10Girolamo Santocono est né en Sicile en 1950 et arrive en Belgique à trois ans avec sa mère pour rejoindre son père qui travaille dans un charbonnage du Centre. Les débuts de son séjour se situent « à l’Étoile », dans des bâtiments de triage du charbonnage reconvertis en habitations pour immigrés. La famille déménagera ensuite à Morlanwelz, dans une vraie maison. D’une rue quasi exclusivement habitée par des Italiens, il va à l’école où il est versé, comme ses compatriotes, dans une classe qui lui paraît de seconde zone ou de parcage réservé aux sans-avenir. Santocono fréquentera pourtant l’Athénée et accomplira le cycle complet d’études secondaires qui lui ouvre l’accès à l’université où il s’inscrit en sociologie. Il est aujourd’hui animateur socio-culturel. Il a gardé la nationalité italienne. En 1986, il publie Rue des Italiens, un roman de toute évidence autobiographique, aux Éditions du Cerisier.
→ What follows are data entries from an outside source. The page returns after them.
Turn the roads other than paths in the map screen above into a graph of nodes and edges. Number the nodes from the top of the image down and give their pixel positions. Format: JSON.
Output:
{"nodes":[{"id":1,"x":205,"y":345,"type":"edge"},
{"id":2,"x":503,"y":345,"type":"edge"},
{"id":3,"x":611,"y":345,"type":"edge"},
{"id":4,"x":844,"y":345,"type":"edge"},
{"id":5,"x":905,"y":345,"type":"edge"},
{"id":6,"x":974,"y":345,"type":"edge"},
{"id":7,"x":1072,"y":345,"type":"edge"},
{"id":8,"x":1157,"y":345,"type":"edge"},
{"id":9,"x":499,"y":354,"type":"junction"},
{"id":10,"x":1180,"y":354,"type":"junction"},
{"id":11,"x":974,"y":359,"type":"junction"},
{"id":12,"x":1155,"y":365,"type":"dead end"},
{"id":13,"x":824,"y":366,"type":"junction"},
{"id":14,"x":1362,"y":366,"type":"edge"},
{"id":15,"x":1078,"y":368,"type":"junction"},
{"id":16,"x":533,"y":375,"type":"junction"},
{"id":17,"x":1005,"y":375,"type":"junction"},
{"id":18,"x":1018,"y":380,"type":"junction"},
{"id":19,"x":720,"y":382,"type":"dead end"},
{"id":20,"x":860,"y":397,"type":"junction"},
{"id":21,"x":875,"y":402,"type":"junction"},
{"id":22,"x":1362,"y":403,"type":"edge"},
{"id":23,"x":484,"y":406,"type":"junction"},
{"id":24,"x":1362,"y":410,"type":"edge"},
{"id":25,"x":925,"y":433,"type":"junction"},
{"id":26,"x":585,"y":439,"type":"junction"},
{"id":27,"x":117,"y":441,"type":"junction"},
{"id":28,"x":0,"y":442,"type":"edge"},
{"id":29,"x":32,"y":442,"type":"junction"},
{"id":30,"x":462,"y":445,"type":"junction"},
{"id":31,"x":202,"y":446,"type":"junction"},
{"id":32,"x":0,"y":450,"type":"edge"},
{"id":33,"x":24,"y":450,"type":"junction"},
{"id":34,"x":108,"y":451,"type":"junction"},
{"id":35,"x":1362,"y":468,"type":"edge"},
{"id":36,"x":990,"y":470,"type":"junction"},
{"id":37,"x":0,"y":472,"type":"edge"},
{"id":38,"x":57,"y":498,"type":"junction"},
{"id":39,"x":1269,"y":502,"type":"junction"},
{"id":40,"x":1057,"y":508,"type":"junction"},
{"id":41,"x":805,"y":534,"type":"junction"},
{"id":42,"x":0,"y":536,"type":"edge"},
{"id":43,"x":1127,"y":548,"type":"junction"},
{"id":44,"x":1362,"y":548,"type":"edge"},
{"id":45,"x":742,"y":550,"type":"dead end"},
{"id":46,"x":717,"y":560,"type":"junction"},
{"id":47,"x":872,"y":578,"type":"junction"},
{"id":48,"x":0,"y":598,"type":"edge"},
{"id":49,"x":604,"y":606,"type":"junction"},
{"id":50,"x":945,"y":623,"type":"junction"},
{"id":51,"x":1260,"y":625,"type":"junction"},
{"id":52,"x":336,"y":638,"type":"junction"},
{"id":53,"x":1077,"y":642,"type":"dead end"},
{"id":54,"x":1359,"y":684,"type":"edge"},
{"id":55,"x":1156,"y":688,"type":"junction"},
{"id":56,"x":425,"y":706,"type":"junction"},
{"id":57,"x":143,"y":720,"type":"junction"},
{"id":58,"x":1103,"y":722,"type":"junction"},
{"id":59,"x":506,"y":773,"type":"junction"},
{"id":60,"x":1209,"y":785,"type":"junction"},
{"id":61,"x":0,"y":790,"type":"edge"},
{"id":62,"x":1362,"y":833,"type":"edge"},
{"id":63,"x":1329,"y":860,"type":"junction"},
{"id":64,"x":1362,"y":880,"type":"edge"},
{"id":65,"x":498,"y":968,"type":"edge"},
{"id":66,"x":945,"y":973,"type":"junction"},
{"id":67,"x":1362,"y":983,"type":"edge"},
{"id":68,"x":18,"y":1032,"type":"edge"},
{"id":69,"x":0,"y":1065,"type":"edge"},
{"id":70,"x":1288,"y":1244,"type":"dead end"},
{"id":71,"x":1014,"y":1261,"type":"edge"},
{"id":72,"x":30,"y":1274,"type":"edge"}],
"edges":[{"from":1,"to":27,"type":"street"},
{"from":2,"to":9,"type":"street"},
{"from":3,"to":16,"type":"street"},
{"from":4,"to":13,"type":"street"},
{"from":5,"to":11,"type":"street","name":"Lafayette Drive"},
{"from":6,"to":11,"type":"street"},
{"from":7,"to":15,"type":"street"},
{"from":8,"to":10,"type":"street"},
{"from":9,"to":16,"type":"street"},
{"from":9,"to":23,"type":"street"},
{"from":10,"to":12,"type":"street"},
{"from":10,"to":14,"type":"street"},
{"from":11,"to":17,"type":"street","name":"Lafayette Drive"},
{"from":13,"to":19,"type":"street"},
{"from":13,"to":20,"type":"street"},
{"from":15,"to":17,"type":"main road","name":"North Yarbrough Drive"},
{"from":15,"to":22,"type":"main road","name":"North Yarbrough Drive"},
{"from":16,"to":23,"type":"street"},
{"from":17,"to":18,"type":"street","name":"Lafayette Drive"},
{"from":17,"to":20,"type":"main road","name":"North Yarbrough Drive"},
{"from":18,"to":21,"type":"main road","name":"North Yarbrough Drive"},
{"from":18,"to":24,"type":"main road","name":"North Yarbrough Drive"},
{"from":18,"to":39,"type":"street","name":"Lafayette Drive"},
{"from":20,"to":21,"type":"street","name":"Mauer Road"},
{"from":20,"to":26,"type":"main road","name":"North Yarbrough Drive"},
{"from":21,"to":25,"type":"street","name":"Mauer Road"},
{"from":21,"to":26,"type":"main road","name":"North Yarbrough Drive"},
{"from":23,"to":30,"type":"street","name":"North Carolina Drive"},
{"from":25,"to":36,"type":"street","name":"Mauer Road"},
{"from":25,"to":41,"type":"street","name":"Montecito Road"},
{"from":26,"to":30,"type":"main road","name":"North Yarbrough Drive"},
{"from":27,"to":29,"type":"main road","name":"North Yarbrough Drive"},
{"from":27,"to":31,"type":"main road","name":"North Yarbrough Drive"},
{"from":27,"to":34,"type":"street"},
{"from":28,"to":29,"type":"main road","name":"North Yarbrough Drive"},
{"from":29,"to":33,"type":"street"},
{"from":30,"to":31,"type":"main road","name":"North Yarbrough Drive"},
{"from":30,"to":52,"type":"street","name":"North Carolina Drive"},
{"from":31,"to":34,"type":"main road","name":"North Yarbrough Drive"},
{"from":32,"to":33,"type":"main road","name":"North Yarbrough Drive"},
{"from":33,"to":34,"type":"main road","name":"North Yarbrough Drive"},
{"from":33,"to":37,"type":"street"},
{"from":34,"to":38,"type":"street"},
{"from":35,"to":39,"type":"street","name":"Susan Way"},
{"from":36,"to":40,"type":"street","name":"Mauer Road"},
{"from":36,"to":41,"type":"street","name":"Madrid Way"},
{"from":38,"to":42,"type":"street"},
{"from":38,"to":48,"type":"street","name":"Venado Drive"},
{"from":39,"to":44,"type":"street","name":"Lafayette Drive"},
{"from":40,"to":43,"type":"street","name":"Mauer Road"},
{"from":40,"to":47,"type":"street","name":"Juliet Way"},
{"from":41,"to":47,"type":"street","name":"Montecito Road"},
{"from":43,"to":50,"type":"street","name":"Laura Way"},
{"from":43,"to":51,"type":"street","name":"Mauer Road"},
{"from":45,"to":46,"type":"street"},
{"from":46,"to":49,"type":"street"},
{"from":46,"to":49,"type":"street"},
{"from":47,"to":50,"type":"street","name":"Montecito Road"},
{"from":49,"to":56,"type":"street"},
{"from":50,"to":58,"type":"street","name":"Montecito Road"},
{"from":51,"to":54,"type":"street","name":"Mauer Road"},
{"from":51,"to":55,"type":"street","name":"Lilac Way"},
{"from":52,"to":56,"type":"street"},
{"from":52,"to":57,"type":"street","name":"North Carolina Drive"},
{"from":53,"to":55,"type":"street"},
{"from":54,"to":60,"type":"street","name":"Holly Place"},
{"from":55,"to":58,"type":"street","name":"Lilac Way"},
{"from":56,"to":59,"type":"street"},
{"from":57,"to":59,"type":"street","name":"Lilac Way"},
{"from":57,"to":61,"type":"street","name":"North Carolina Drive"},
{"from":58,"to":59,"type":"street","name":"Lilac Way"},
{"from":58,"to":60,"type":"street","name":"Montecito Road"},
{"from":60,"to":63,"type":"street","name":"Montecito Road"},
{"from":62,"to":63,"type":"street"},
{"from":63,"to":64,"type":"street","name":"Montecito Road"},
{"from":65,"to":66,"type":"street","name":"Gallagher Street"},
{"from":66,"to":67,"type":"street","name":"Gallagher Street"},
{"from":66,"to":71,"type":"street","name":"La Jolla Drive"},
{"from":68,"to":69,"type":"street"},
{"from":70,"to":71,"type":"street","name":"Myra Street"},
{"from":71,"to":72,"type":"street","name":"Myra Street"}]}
C’est un succès : le volume atteint un tirage peu habituel pour la Belgique.

11Quelle est la connexion entre Toni Santocono (appelons-le comme tous ses familiers) et cette petite maison d’éditions de sa région, par ailleurs très sélective et engagée, que dirigent Jean Delval et Danielle Ricaille ? Le théâtre-action, une pratique marginale, locale, très proche des milieux du travail ou du chômage dans une région industrielle aujourd’hui en crise, le Pays noir. Il est intéressant d’évoquer le parcours de ces éditeurs en regard de celui de l’auteur. Ce sont à l’origine des comédiens, déjà orientés dans une pratique révolutionnaire de la (non-)scène, qui ont un jour quitté la capitale pour le Borinage où, avec leur compagnie, Le théâtre des rues, ils ont décentralisé leur action dans tous les sens du terme en portant le théâtre sur des terrains inhabituels (usines, charbonnages, etc.). C’est le contact puis la collaboration avec les milieux du travail qui déclenchent pour eux l’ouverture à une nouvelle forme de création : ils s’engagent alors dans l’écriture collective et dans l’édition.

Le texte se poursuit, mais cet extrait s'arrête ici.